The above details of a method, an apparatus, an electronic device, and a computer readable storage medium for controlling a photographing according to the embodiments of the present application, and specific examples are applied to illustrate the principles and embodiments of the present application, where the above description of the embodiments is only for helping to understand the method and core ideas of the present application; meanwhile, those skilled in the art will have variations in the specific embodiments and application scope in light of the ideas of the present application, and the present description should not be construed as limiting the present application in view of the above.

Claims

1. A method of controlling a burst, the method comprising:

presenting a shooting picture containing a user role;

2. The method of claim 1, wherein if the current gesture matches a preset position control gesture, obtaining the pointing position point of the current gesture comprises:

3. The method according to claim 2, wherein before acquiring an intersection point between the ray and the support surface of the virtual object as the pointing position point of the current gesture, further comprises:

4. The method of claim 1, wherein if the current gesture matches a preset position control gesture, obtaining the pointing position point of the current gesture comprises:

detecting a gesture type of a current gesture of the user character;

5. The method of claim 4, further comprising:

6. The method according to claim 5, wherein after controlling the relative orientation of the virtual object and the user character in the photographed picture according to the associated orientation, the method further comprises:

7. The method of claim 4, further comprising:

8. The method of claim 1, further comprising:

9. The method of claim 8, further comprising:

10. The method of claim 1, further comprising:

11. The method of any one of claims 1-10, wherein the virtual object is a three-dimensional model in a volumetric video.

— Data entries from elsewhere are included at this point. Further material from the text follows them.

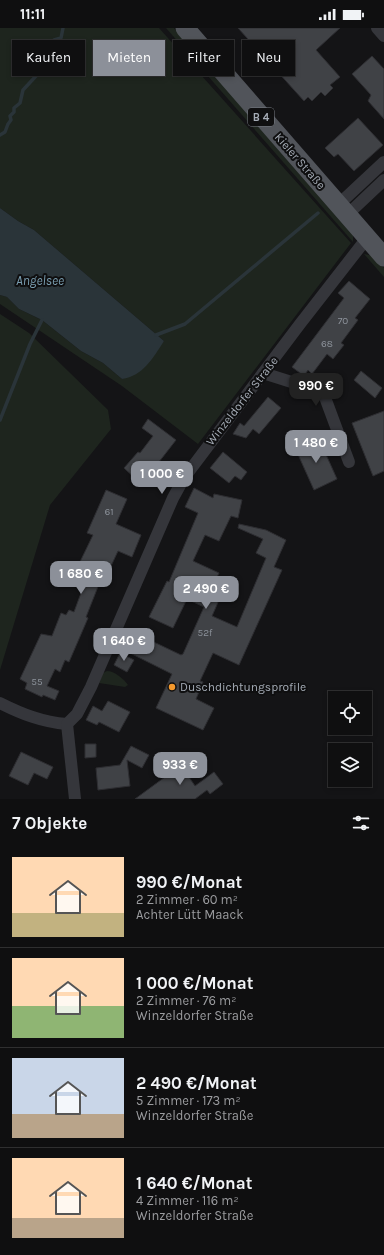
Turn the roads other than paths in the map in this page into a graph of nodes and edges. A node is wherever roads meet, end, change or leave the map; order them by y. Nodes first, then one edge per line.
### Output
1 (185, 28) edge
2 (377, 28) edge
3 (384, 36) edge
4 (384, 162) edge
5 (384, 180) edge
6 (343, 210) junction
7 (367, 238) junction
8 (384, 257) edge
9 (263, 373) junction
10 (349, 462) dead end
11 (0, 703) edge
12 (67, 724) junction
13 (75, 799) edge

1 - 6 main road, Kieler Straße / B 4
2 - 3 street
4 - 6 street
5 - 6 street
6 - 7 main road, Kieler Straße / B 4
7 - 8 main road, Kieler Straße / B 4
7 - 9 street, Winzeldorfer Straße
9 - 10 street
9 - 12 street, Winzeldorfer Straße
11 - 12 street
12 - 13 street

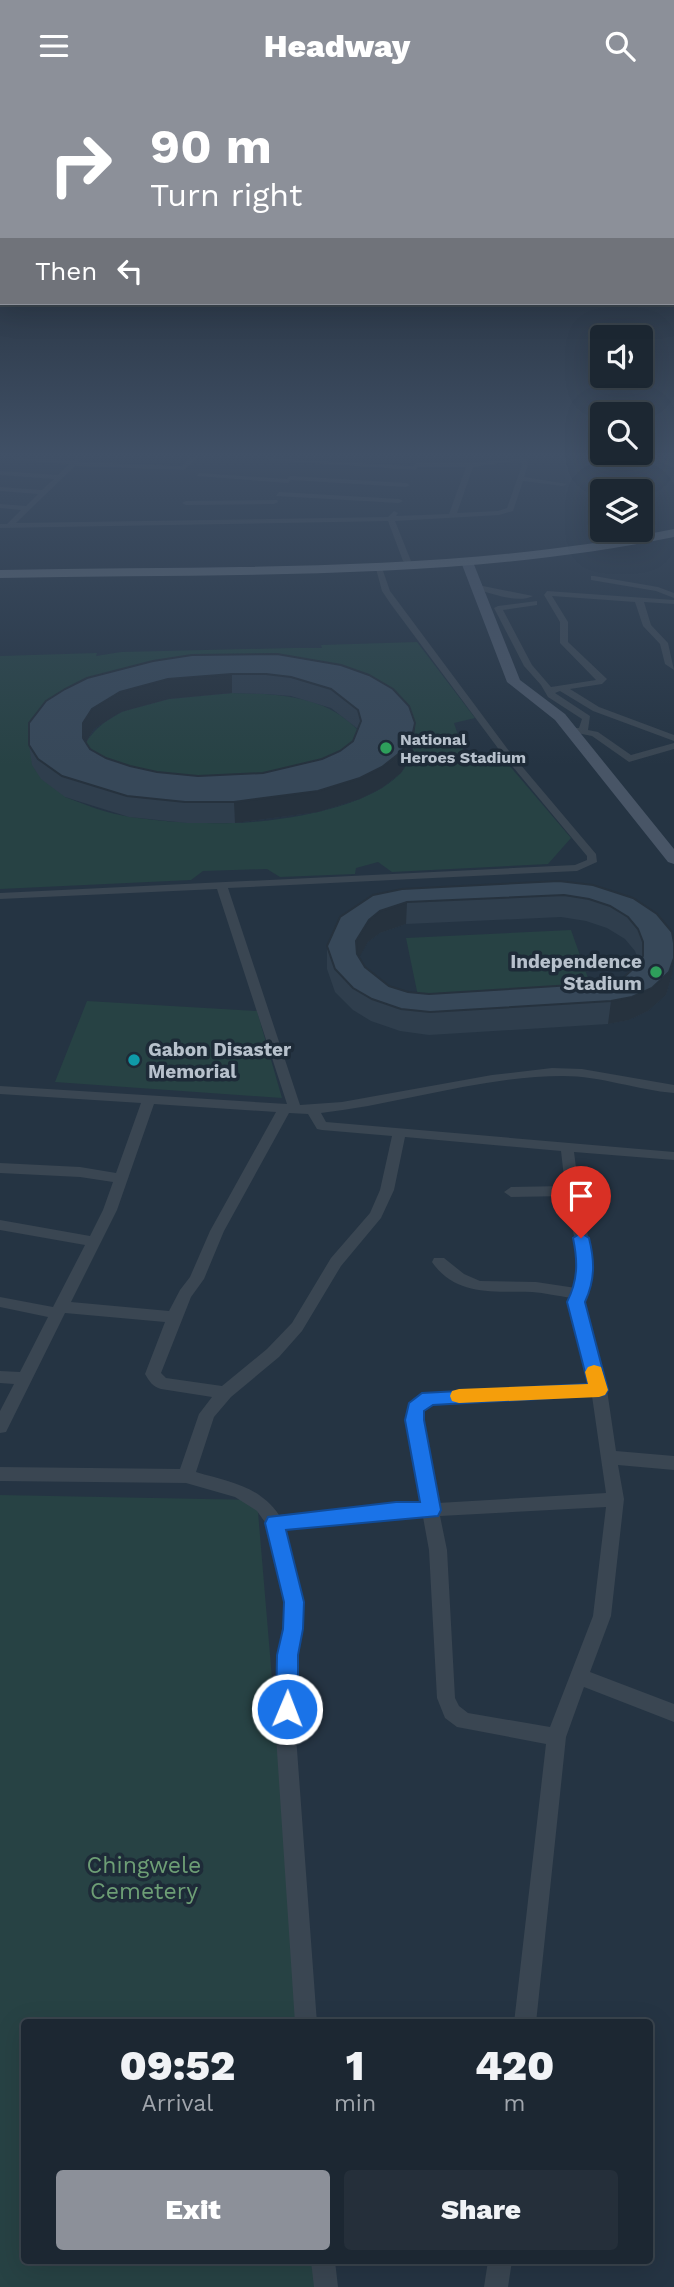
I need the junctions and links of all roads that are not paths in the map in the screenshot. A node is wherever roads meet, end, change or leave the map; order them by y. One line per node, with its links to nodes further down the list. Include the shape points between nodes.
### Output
1 (413, 560): 3 (main road)
2 (481, 560): 4 (main road)
3 (407, 561): 6 (main road)
4 (467, 562): 5 (main road); 8 (street)
5 (378, 566): 6 (main road); 20 (street, via 393,601 513,762 592,856 592,862 577,868)
6 (0, 572)
7 (594, 578): 10 (street)
8 (478, 587): 9 (street, via 515,596); 16 (street, via 514,682)
9 (548, 595): 11 (street); 15 (street, via 562,618 564,643 603,678)
10 (674, 596)
11 (639, 600): 12 (street); 14 (street, via 647,626 664,643 668,662)
12 (674, 601)
13 (534, 603): 15 (street, via 498,608 528,666)
14 (674, 667)
15 (555, 688): 16 (street, via 551,695 556,700 587,718); 17 (street)
16 (577, 730): 18 (street, via 604,740 629,759); 19 (street)
17 (674, 738)
18 (674, 746)
19 (674, 859)
20 (221, 885): 21 (street); 25 (street)
21 (0, 896)
22 (674, 1089): 26 (street, via 554,1072 362,1106)
23 (0, 1090): 24 (street)
24 (148, 1101): 25 (street); 31 (street)
25 (289, 1109): 26 (street); 40 (street, via 217,1231 197,1279)
26 (313, 1110): 27 (street, via 322,1126)
27 (399, 1133): 28 (street); 44 (street, via 387,1190 376,1215 336,1262 297,1327)
28 (567, 1146): 29 (street); 32 (street)
29 (674, 1156)
30 (0, 1168): 31 (street)
31 (120, 1178): 35 (street)
32 (572, 1191): 33 (street); 37 (street, via 585,1256)
33 (511, 1192)
34 (0, 1225): 35 (street)
35 (94, 1243): 39 (street)
36 (439, 1262): 37 (street, via 478,1286 536,1287)
37 (580, 1294): 43 (street, via 576,1302)
38 (0, 1302): 39 (street)
39 (58, 1310): 40 (street); 42 (street)
40 (174, 1317): 44 (street, via 153,1374 156,1380)
41 (0, 1377): 42 (street)
42 (23, 1378): 45 (street)
43 (599, 1390): 46 (street); 51 (street, via 429,1398 415,1408 414,1420)
44 (225, 1393): 49 (street, via 207,1413)
45 (0, 1427)
46 (608, 1457): 47 (street); 50 (street)
47 (674, 1462)
48 (0, 1474): 49 (street)
49 (186, 1476): 52 (street, via 240,1492 263,1506)
50 (615, 1499): 51 (street); 53 (street, via 602,1616)
51 (431, 1510): 52 (street); 55 (street, via 438,1551 446,1698 452,1712 464,1721)
52 (275, 1523): 56 (street, via 294,1602 286,1736)
53 (578, 1675): 54 (street); 55 (street)
54 (674, 1713)
55 (556, 1737): 57 (street)
56 (306, 2019)
57 (525, 2019)
58 (323, 2264): 60 (street)
59 (500, 2264): 61 (street)
60 (326, 2287)
61 (496, 2287)

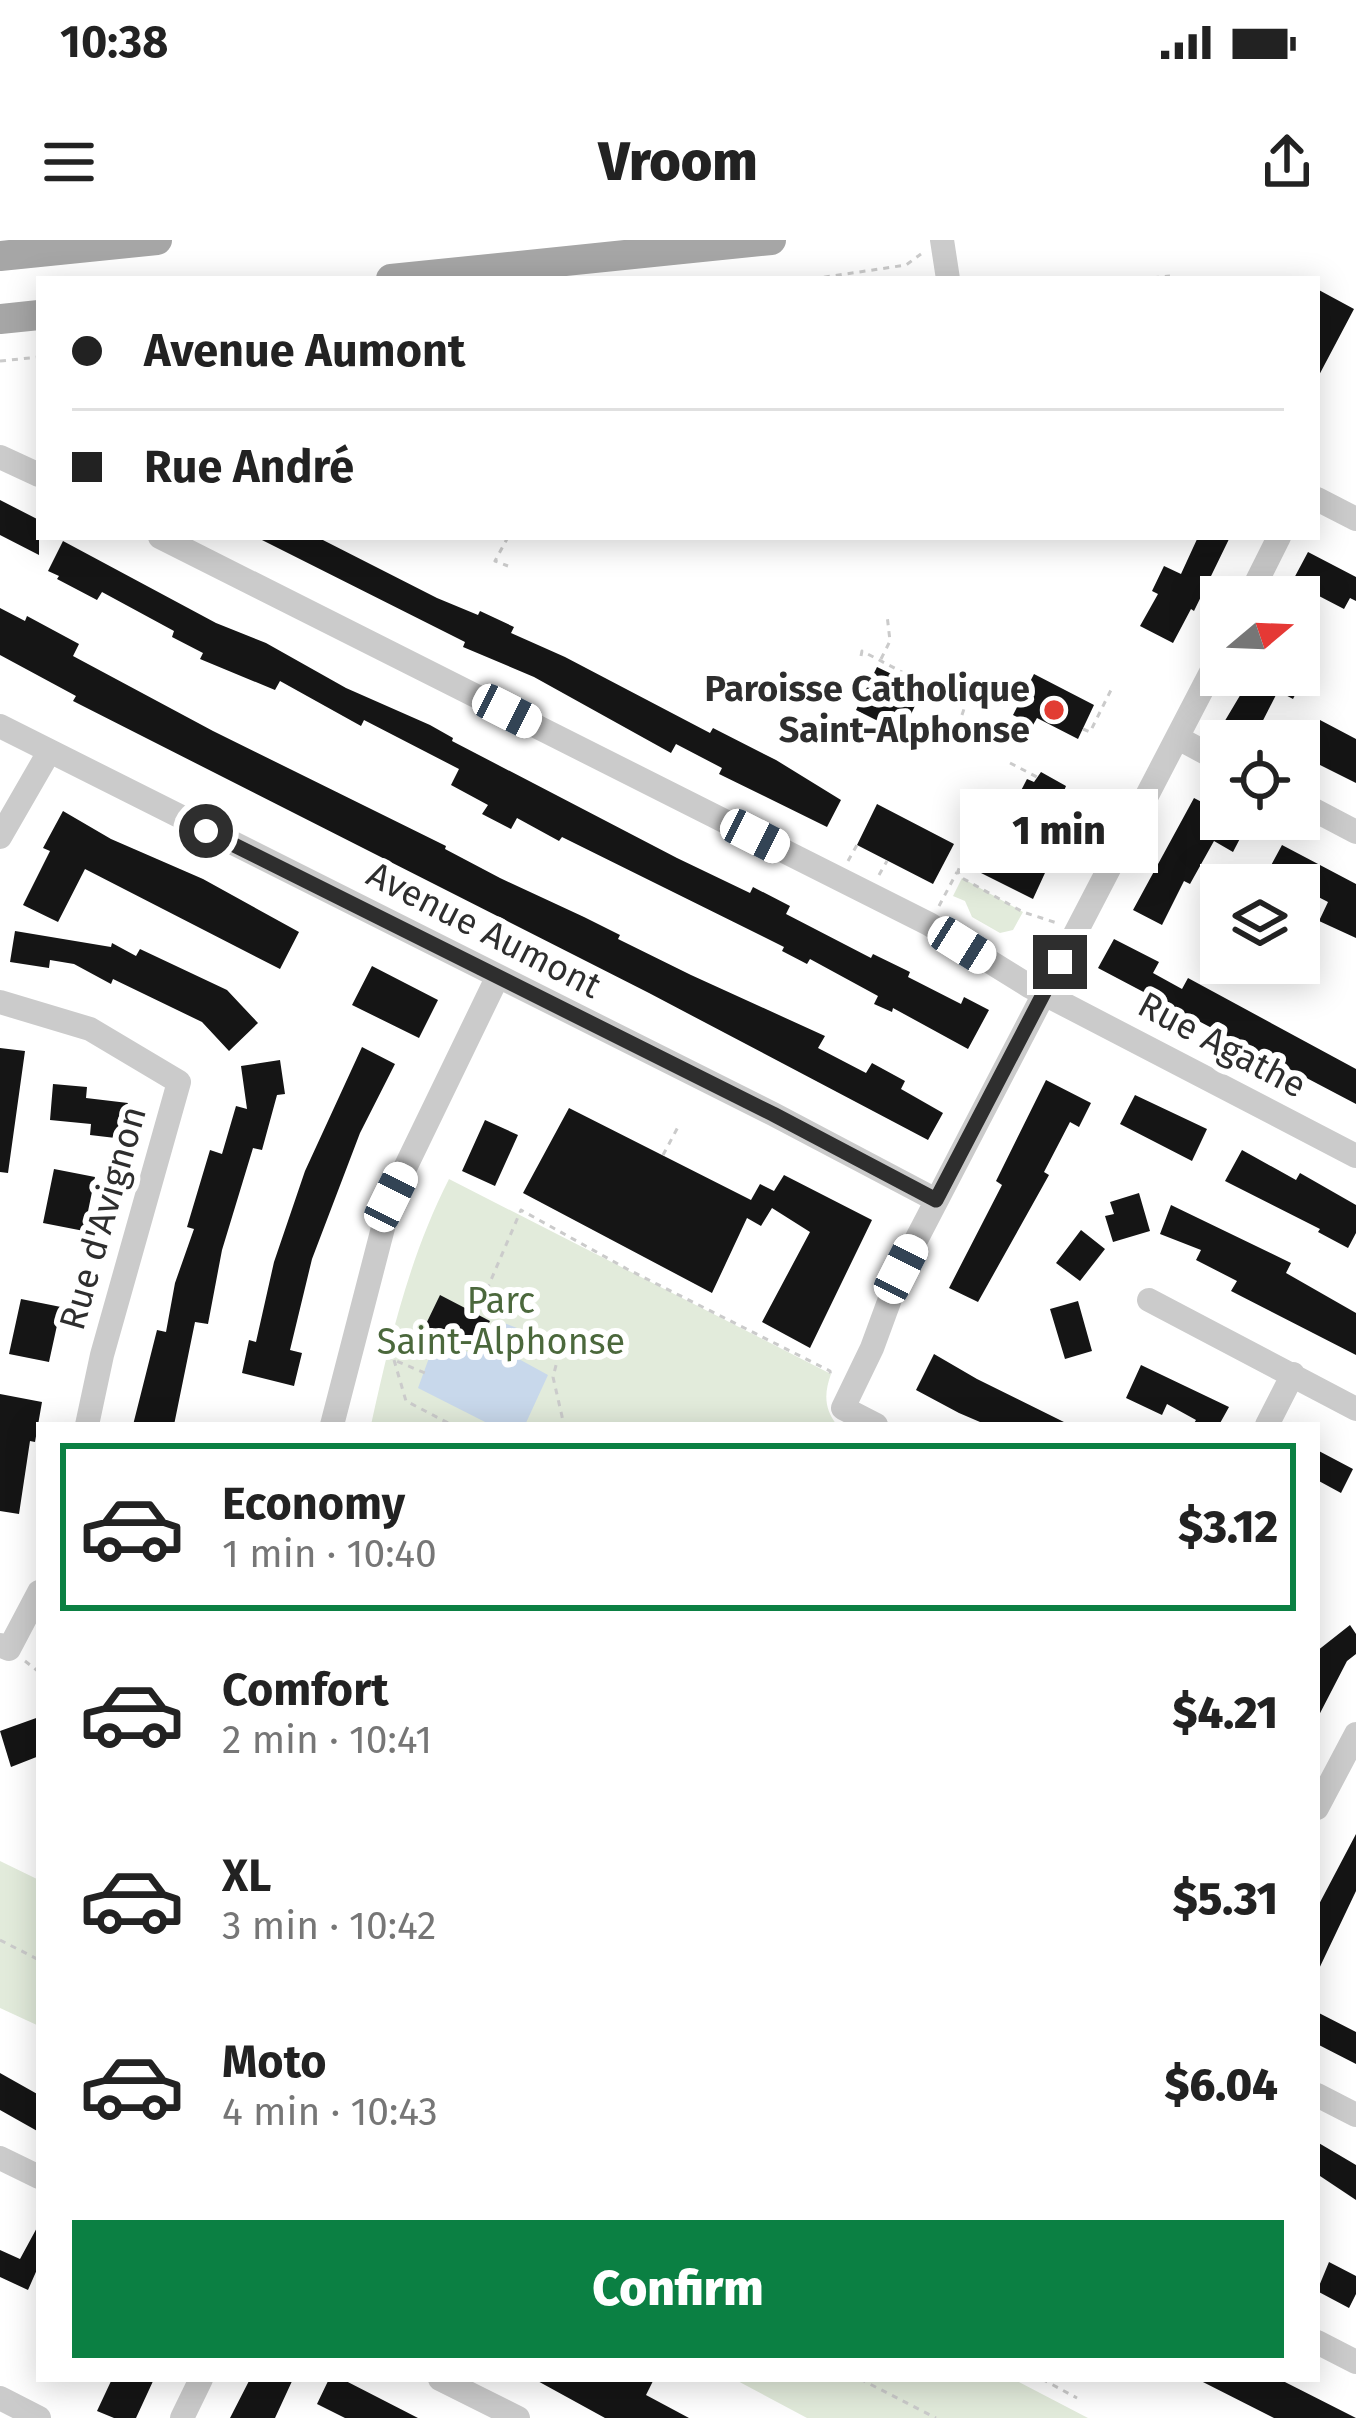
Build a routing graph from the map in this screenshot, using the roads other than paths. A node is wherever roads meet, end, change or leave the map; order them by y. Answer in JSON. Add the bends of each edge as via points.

12. A time control device, characterized in that the time control device comprises:

13. An electronic device comprising a processor and a memory, the memory having stored therein a computer program, the processor executing the burst control method according to any one of claims 1 to 11 when calling the computer program in the memory.

14. A computer-readable storage medium, having stored thereon a computer program that is loaded by a processor to perform the burst control method of any one of claims 1 to 11.